The seasons have changed––spring is here, summer is on the way, and no film out right now better exudes the aura of love in the sunshine than Charline Bourgeois-Tacquet’s Anaïs in Love. Broke, behind on her rent, and considering breaking up with her boyfriend, thirtysomething Anaïs (Anaïs Demoustier) doesn’t quite know what she wants from life. Struggling to complete her thesis, she wanders aimlessly through the film’s first act––a free spirit with no sense of direction but capable of turning heads and drawing the attention of others wherever she goes. She’s like a manic pixie dream girl without the reductive qualities of the trope. Bourgeois-Tacquet creates in her lead an instantly recognizable portrait of a young woman right at that nexus point where not having your shit figured out is starting to look a little bit uncool.

In comes Daniel (Denis Podalydès), an older book publisher married to novelist Emilie (Valeria Bruni Tedeschi) who takes a shine to Anaïs. In one particularly pointed conversation in bed, Daniel explains to Anaïs how his relationship with Emilie began in an almost identical way to how their affair has started now. Somehow not finding that anecdote especially charming, Anaïs becomes less enamored with the sketchy older man and instead finds herself falling for Emilie. Played with an incandescent maturity and internal reservoir by Tedeschi, Emilie fascinates Anaïs without even trying, and the meat of this film involves the younger woman pursuing her object of affection. 

Though it’s easy to see how Anaïs in Love has drawn comparisons to The Worst Person in the World—both center on the swirling love life of an intelligent but indecisive young brunette—perhaps that line should be drawn a step further to one of Joachim Trier’s biggest influences: Éric Rohmer. Anaïs in Love has a burst of bright energy recalling the seasonal tales of the French director, matched by their examinations of the romantic entanglements of the artistic types who know how to hold a conversation almost as well as how to hold a lovelorn gaze. 

Bourgeois-Tacquet’s debut announces herself as a filmmaker to watch; Anaïs proves just as major a calling card for its leading lady. That’s not to say Demoustier is a newcomer by any means. The 34-year-old has been appearing in films since she was 12, collaborating with directors as notable as Michael Haneke (Time of the Wolf), Christophe Honoré (The Most Beautiful Person), and François Ozon (The New Girlfriend). Somehow that makes it even more impressive that her performance here plays like such a “star is born” moment, a presence we’ve been desperately in need of to own a film the way she does. This is where that Worst Person in the World comparison feels most apt: Demoustier lives and breathes this role with an open sincerity akin to Renate Reinsve’s lauded performance.

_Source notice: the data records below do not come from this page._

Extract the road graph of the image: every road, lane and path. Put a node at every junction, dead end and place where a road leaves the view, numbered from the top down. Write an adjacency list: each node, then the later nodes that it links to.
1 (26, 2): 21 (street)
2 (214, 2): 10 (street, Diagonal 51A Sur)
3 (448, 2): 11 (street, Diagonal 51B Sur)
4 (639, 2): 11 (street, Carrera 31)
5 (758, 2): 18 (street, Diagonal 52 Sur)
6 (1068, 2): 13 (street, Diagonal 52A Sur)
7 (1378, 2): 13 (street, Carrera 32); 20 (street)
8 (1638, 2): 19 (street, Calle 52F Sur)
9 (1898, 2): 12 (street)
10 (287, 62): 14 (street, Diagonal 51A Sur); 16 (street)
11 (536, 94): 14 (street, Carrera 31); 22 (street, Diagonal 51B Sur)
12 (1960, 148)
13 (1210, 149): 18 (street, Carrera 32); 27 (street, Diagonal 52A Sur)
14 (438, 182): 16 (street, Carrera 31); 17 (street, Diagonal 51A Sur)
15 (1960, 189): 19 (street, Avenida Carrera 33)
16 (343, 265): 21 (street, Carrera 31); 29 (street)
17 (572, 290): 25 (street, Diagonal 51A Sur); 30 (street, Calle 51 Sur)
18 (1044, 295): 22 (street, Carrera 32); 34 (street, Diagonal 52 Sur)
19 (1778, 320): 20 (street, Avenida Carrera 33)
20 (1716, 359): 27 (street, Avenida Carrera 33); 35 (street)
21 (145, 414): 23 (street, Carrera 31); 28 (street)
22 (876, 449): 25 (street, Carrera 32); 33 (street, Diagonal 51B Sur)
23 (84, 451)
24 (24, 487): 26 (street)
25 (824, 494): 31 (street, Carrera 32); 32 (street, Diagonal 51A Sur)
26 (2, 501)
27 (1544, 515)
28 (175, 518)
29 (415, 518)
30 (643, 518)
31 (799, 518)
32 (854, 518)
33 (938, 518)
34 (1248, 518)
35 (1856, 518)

Bourgeois-Tacquet pulled a coup with her undeniable lead; were it not for the right casting choice in the title role, Anaïs in Love would have sunk. Demoustier totally understands this character in and out, taking us on this journey charged with mystery, eroticism, and buoyant self-discovery every step of the way. It’s a film that keeps you leaning in all the way until its jubilant finale, a crescendo that has been appropriately built to with every step preceding it. There’s something unexpected about the way Anaïs in Love pulls you in, with its airiness making it exactly the right film to watch at this moment as the sundresses are coming out and few things feel better than reading a good book in the grass. Some movies just feel like spring; Anaïs in Love is certainly one. 

Anaïs in Love is now playing in theaters and arrives digitally on May 6.